3D PDF Tutorial


This tutorial describes how to embed 3D, interactive molecules into Adobe PDFs. These files can be uploaded as supplemental material along with your JLR paper.

For this tutorial we're going to use Adobe Acrobat Pro 9 Extended and Pymol v. 0.99, a 3D visualization tool. Both of these programs are available for trial periods.

Adobe's 3D-capture utility should allow you to capture and embed a 3D model from any program that uses OpenGL, the current standard for 3D programs.
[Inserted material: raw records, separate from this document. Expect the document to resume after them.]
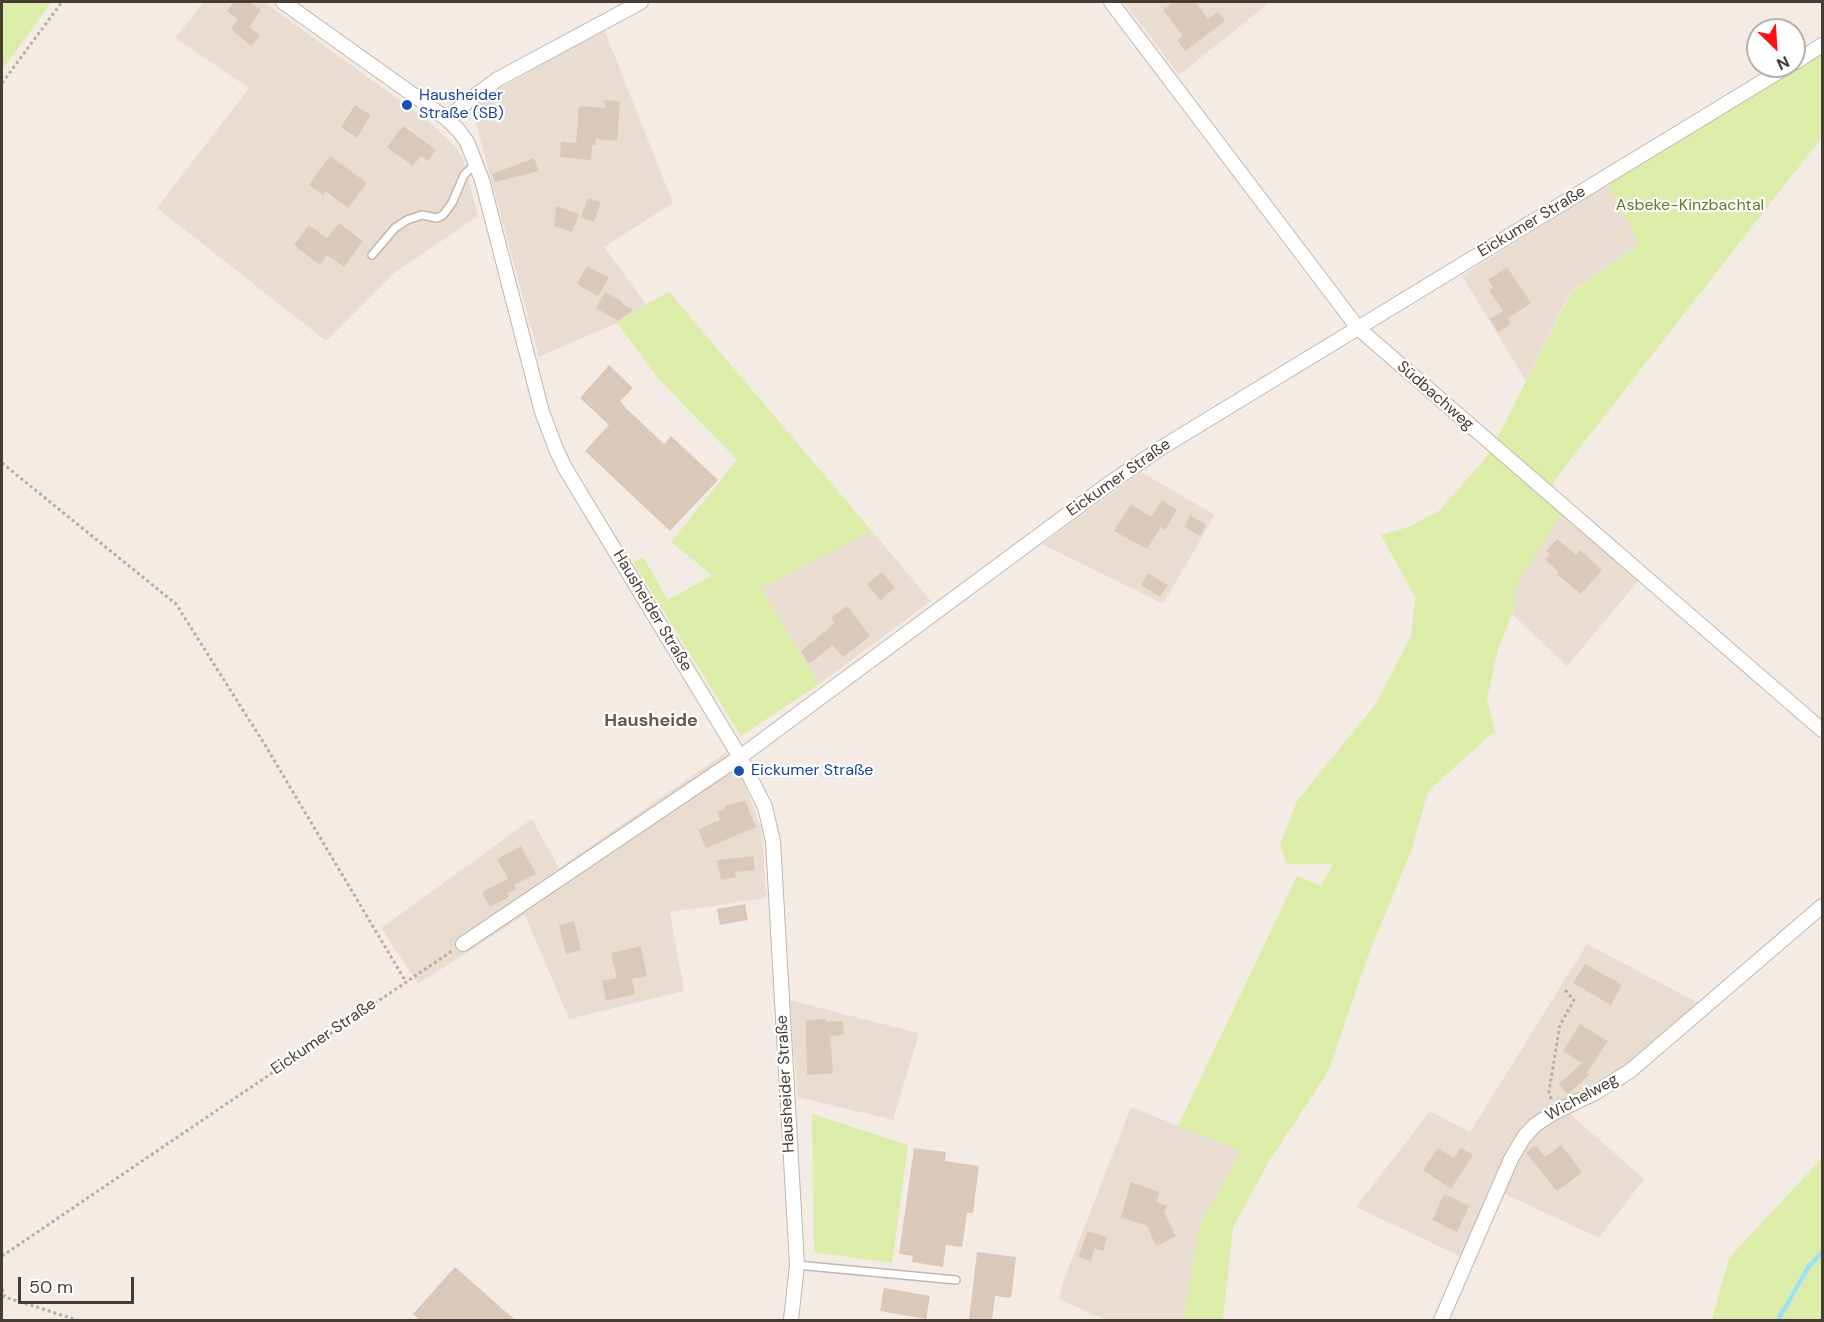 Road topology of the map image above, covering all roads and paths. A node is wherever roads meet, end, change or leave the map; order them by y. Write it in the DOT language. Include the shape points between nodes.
graph roads {
  1 [pos="62,2"];
  2 [pos="283,2"];
  3 [pos="641,2"];
  4 [pos="1111,2"];
  5 [pos="1822,45"];
  6 [pos="1806,55"];
  7 [pos="1768,78"];
  8 [pos="2,83"];
  9 [pos="447,119"];
  10 [pos="477,162"];
  11 [pos="372,255"];
  12 [pos="1358,328"];
  13 [pos="2,463"];
  14 [pos="1822,730"];
  15 [pos="740,757"];
  16 [pos="1822,906"];
  17 [pos="463,944"];
  18 [pos="406,982"];
  19 [pos="1565,990"];
  20 [pos="1555,1112"];
  21 [pos="2,1256"];
  22 [pos="797,1265"];
  23 [pos="956,1280"];
  24 [pos="2,1289"];
  25 [pos="3,1296"];
  26 [pos="77,1320"];
  27 [pos="791,1320"];
  28 [pos="1441,1320"];
  1 -- 8 [label="path"];
  2 -- 9 [label="street, Hausheider Straße"];
  3 -- 9 [label="street" via="498,79"];
  4 -- 12 [label="street, Südbachweg"];
  5 -- 6 [label="street"];
  7 -- 12 [label="street, Eickumer Straße"];
  9 -- 10 [label="street, Hausheider Straße" via="467,142"];
  10 -- 11 [label="lane" via="464,175 443,215 407,220"];
  10 -- 15 [label="street, Hausheider Straße" via="542,412 556,449"];
  12 -- 14 [label="street, Südbachweg"];
  12 -- 15 [label="street, Eickumer Straße" via="1110,483"];
  13 -- 18 [label="path" via="176,604"];
  15 -- 17 [label="street, Eickumer Straße"];
  15 -- 22 [label="street, Hausheider Straße" via="765,807 773,841"];
  16 -- 20 [label="street, Wichelweg" via="1630,1071 1595,1094"];
  17 -- 18 [label="path, Eickumer Straße"];
  18 -- 21 [label="path, Eickumer Straße"];
  19 -- 20 [label="path" via="1574,1000 1560,1025 1554,1058 1549,1091"];
  20 -- 28 [label="street, Wichelweg" via="1535,1125 1511,1158"];
  22 -- 23 [label="lane"];
  22 -- 27 [label="street, Hausheider Straße"];
  24 -- 25 [label="path"];
  25 -- 26 [label="path"];
} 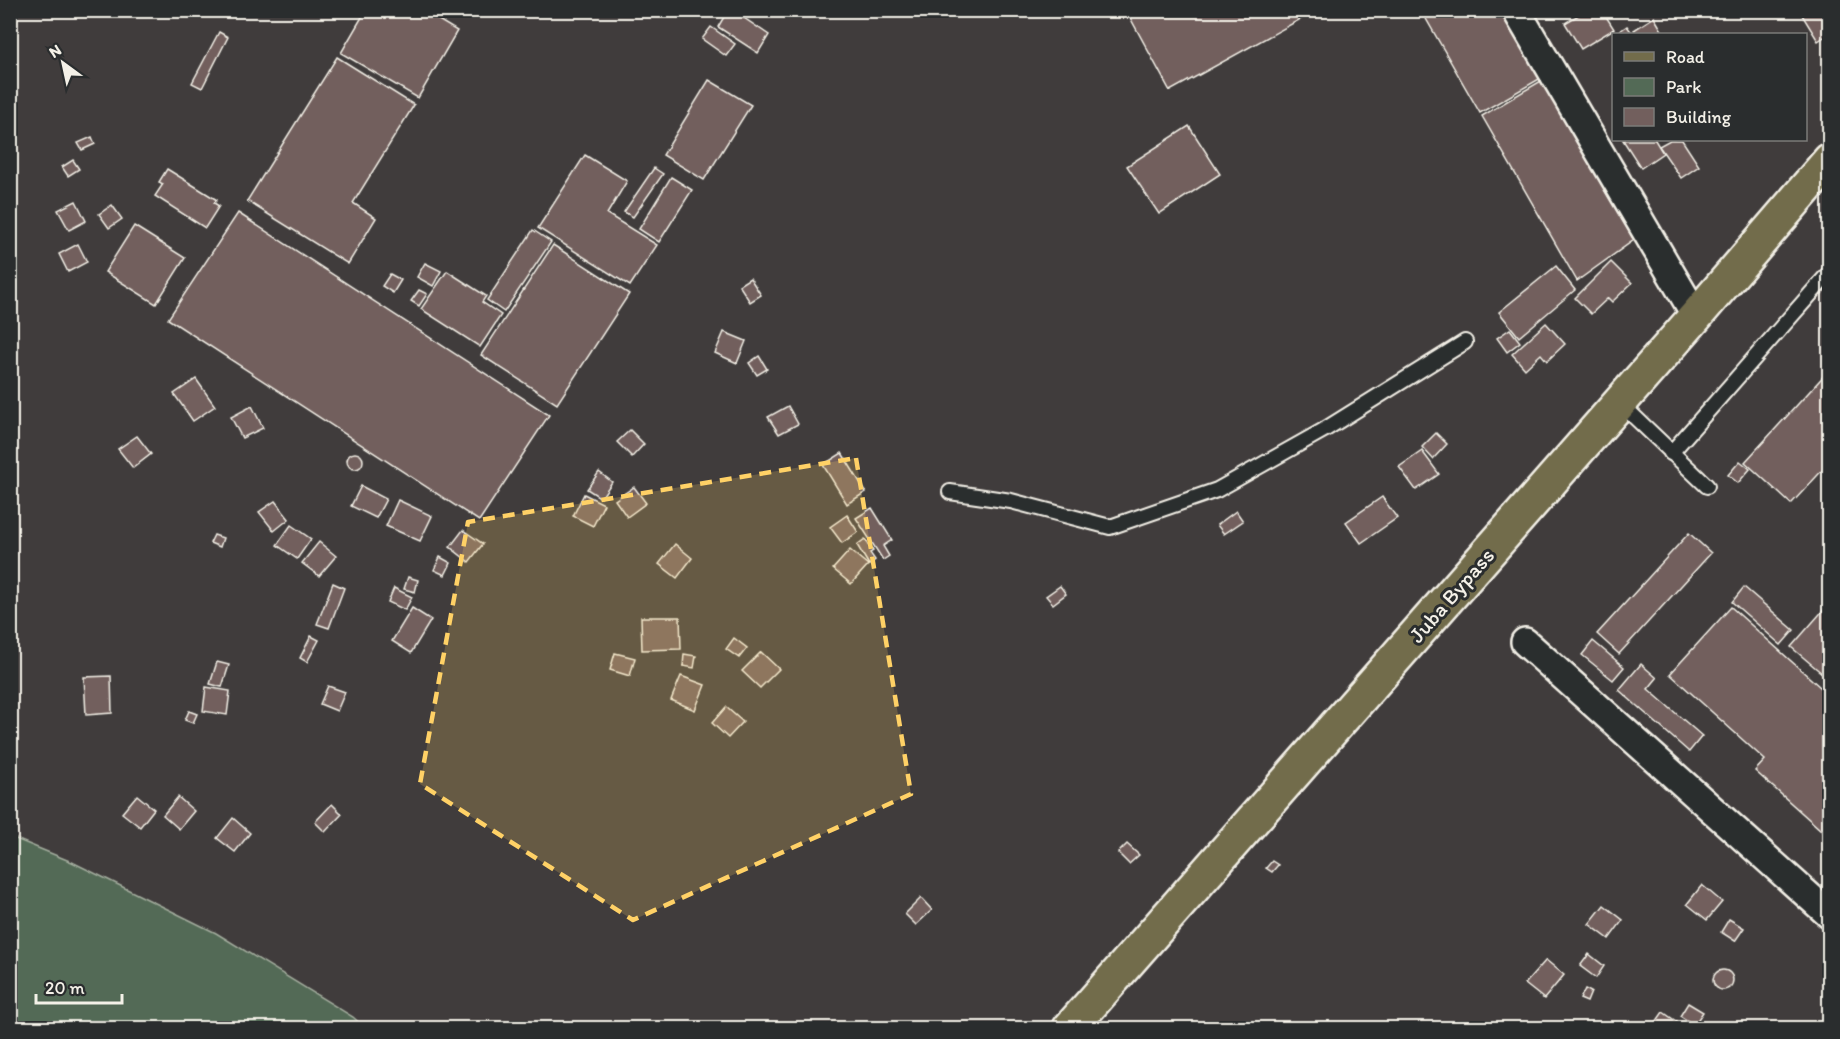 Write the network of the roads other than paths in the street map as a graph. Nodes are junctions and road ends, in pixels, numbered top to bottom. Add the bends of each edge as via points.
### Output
1 (1516, 10) edge
2 (1830, 159) edge
3 (1830, 272) edge
4 (1696, 316) junction
5 (1465, 342) dead end
6 (1620, 403) junction
7 (1671, 453) junction
8 (1707, 486) dead end
9 (950, 492) dead end
10 (1525, 642) dead end
11 (1830, 915) edge
12 (1070, 1029) edge

1 - 4 street
2 - 4 main road, Juba Bypass
3 - 7 lane
4 - 6 main road, Juba Bypass
5 - 9 lane via 1324,430 1217,490 1110,527 1011,501
6 - 7 lane
6 - 12 main road, Juba Bypass
7 - 8 lane
10 - 11 street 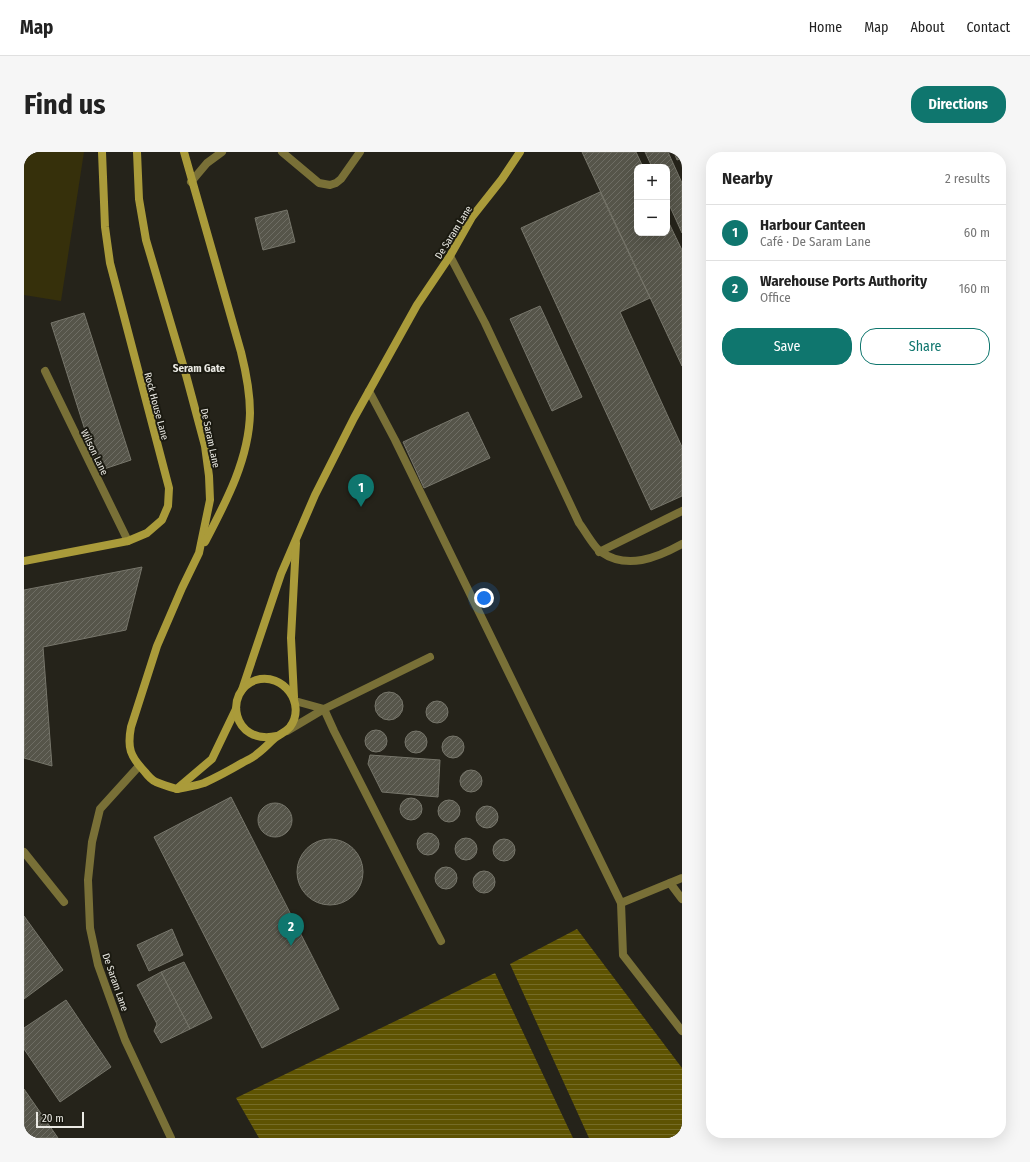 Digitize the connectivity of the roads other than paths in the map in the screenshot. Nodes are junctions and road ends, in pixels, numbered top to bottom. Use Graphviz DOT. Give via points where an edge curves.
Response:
graph roads {
  1 [pos="102,152"];
  2 [pos="137,152"];
  3 [pos="184,152"];
  4 [pos="222,152"];
  5 [pos="282,152"];
  6 [pos="360,152"];
  7 [pos="520,152"];
  8 [pos="191,182"];
  9 [pos="450,256"];
  10 [pos="45,372"];
  11 [pos="369,391"];
  12 [pos="682,511"];
  13 [pos="297,538"];
  14 [pos="128,541"];
  15 [pos="682,544"];
  16 [pos="599,552"];
  17 [pos="199,553"];
  18 [pos="24,561"];
  19 [pos="430,657"];
  20 [pos="242,690"];
  21 [pos="294,701"];
  22 [pos="236,709"];
  23 [pos="324,709"];
  24 [pos="280,735"];
  25 [pos="139,766"];
  26 [pos="177,789"];
  27 [pos="24,852"];
  28 [pos="682,878"];
  29 [pos="670,883"];
  30 [pos="682,899"];
  31 [pos="64,902"];
  32 [pos="621,903"];
  33 [pos="441,941"];
  34 [pos="682,1031"];
  35 [pos="171,1138"];
  1 -- 14 [label="street, Rock House Lane" via="105,227 110,263 169,488 168,506 162,520 147,533"];
  2 -- 17 [label="street, De Saram Lane" via="139,199 146,240 205,446 210,500"];
  3 -- 8 [label="street"];
  4 -- 8 [label="street" via="207,163"];
  5 -- 6 [label="street" via="320,183 330,185 341,179"];
  7 -- 9 [label="street, De Saram Lane" via="472,217"];
  8 -- 17 [label="street" via="241,352 250,413 247,438 235,481"];
  9 -- 11 [label="street, De Saram Lane" via="417,305"];
  9 -- 16 [label="street" via="485,323 579,522"];
  10 -- 14 [label="street, Wilson Lane"];
  11 -- 13 [label="street, De Saram Lane" via="315,495"];
  11 -- 32 [label="street"];
  12 -- 16 [label="street"];
  13 -- 20 [label="street, De Saram Lane" via="278,581"];
  13 -- 21 [label="street" via="291,638"];
  14 -- 18 [label="street, Rock House Lane"];
  15 -- 16 [label="street" via="640,562 616,560"];
  17 -- 25 [label="street, De Saram Lane" via="157,646 131,727 128,740 131,753"];
  19 -- 23 [label="street"];
  20 -- 21 [label="street" via="255,681 272,679 286,687"];
  20 -- 22 [label="street"];
  21 -- 23 [label="street"];
  21 -- 24 [label="street" via="294,719 290,727"];
  22 -- 24 [label="street" via="242,727 250,734 268,738"];
  22 -- 26 [label="street" via="212,759"];
  23 -- 24 [label="street"];
  23 -- 33 [label="street"];
  24 -- 26 [label="street" via="257,755 229,771 203,783"];
  25 -- 26 [label="street, De Saram Lane" via="155,782"];
  25 -- 35 [label="street, De Saram Lane" via="100,809 92,842 88,880 90,928 98,965 125,1040"];
  27 -- 31 [label="street"];
  28 -- 29 [label="street"];
  29 -- 30 [label="street"];
  29 -- 32 [label="street"];
  32 -- 34 [label="street" via="623,955"];
} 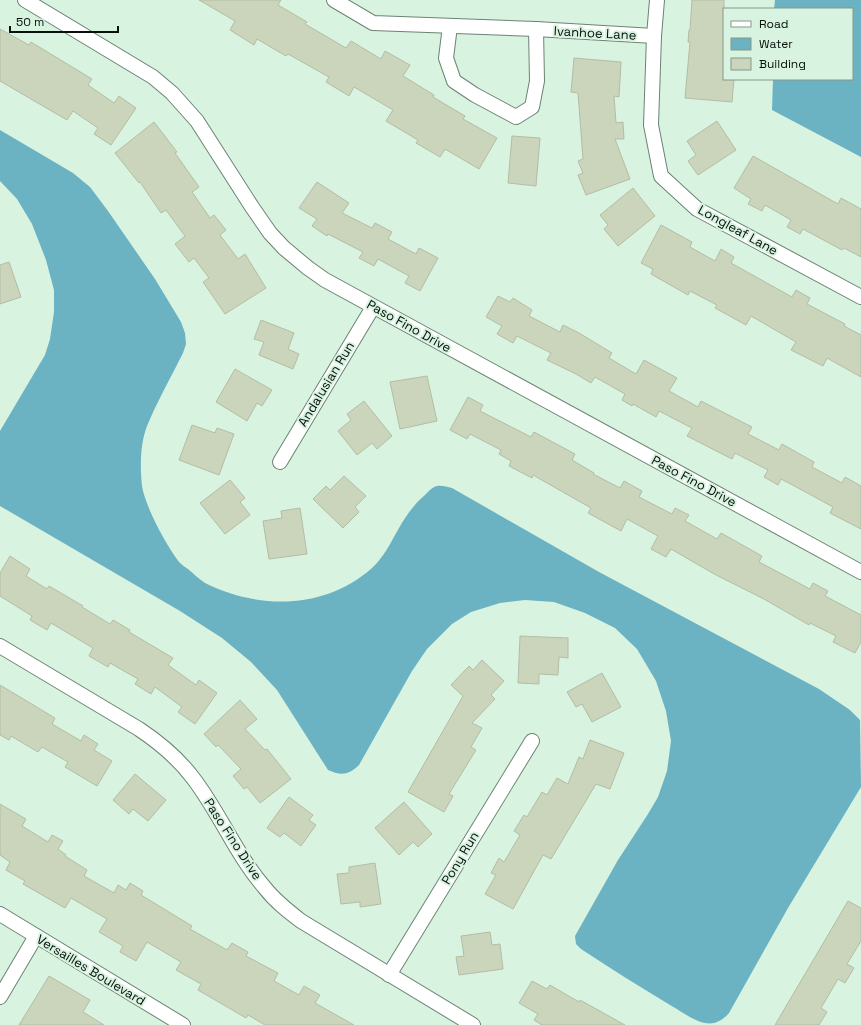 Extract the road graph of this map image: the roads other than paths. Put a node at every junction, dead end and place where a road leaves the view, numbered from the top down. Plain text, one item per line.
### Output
1 (25, 0) edge
2 (334, 0) edge
3 (657, 0) edge
4 (450, 26) junction
5 (536, 29) junction
6 (654, 36) junction
7 (861, 297) edge
8 (373, 307) junction
9 (280, 462) dead end
10 (861, 572) edge
11 (0, 646) edge
12 (532, 741) dead end
13 (0, 914) edge
14 (36, 936) junction
15 (389, 975) junction
16 (0, 997) edge
17 (183, 1025) edge
18 (473, 1025) edge

1 - 8 street, Paso Fino Drive
2 - 4 street, Ivanhoe Lane
3 - 6 street, Longleaf Lane
4 - 5 street, Ivanhoe Lane
4 - 5 street, Ivanhoe Lane
5 - 6 street, Ivanhoe Lane
6 - 7 street, Longleaf Lane
8 - 9 street, Andalusian Run
8 - 10 street, Paso Fino Drive
11 - 15 street, Paso Fino Drive
12 - 15 street, Pony Run
13 - 14 street, Versailles Boulevard
14 - 16 street
14 - 17 street, Versailles Boulevard
15 - 18 street, Paso Fino Drive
This method can be used to embed a wide variety of 3D objects or data sets, including Z-stacks from confocal laser scanning microscopy, or single particle cryo-EM reconstructions modeled with programs like Chimera.

STEP-BY-STEP INSTRUCTIONS

  • First obtain a PDB file from the PDB database.
  • Save it to the desktop.
  • Open the PDB file in Pymol.
  • Adjust the display setting to maximum quality.
  • You can adjust the molecule however you see fit. For this demonstration we're going to use a preset called "pretty."
  • Alternatively, you could run your favorite Pymol script to display your model the way that you like.
  • Now we move over to Adobe Acrobat Pro 9 Extended.
  • First go to file, then choose create a PDF from 3D capture.
  • The 3D capture feature allows it to import the 3-D data from other programs using the "print-screen" button.
  • The pop-up tells you to click back to Pymol and press "print screen"
  • After a few seconds, click back to Adobe and adjust your import settings. Make sure the detail level is high. Click Ok when it tells you "this might take a while."
  • Now we have a 3D molecule in our PDF.
  • Click onto the molecule to activate it. This is what the reader will see when they open your PDF.
  • Open the molecule tree.
  • From the molecule tree you can turn on and off different nodes to make preset views by checking the boxes next to the nodes.
  • This allows the author to show readers particular areas or interactions that are important to the paper but the reader can still interact with the figure, even turn off nodes themselves.
  • Try turning off the first four nodes and save it as a preset view by clicking the camera button.
  • Turn all the nodes back on and take another picture. Call this one, "all nodes."
  • There are also preset views that automatically appear when you import a 3D object. They are all the same distance from the "camera" and contain all the nodes.
  • As you can see, additional tools are available within Adobe to further enhance your presentation. You can find information on the more advanced features in the Adobe documentation.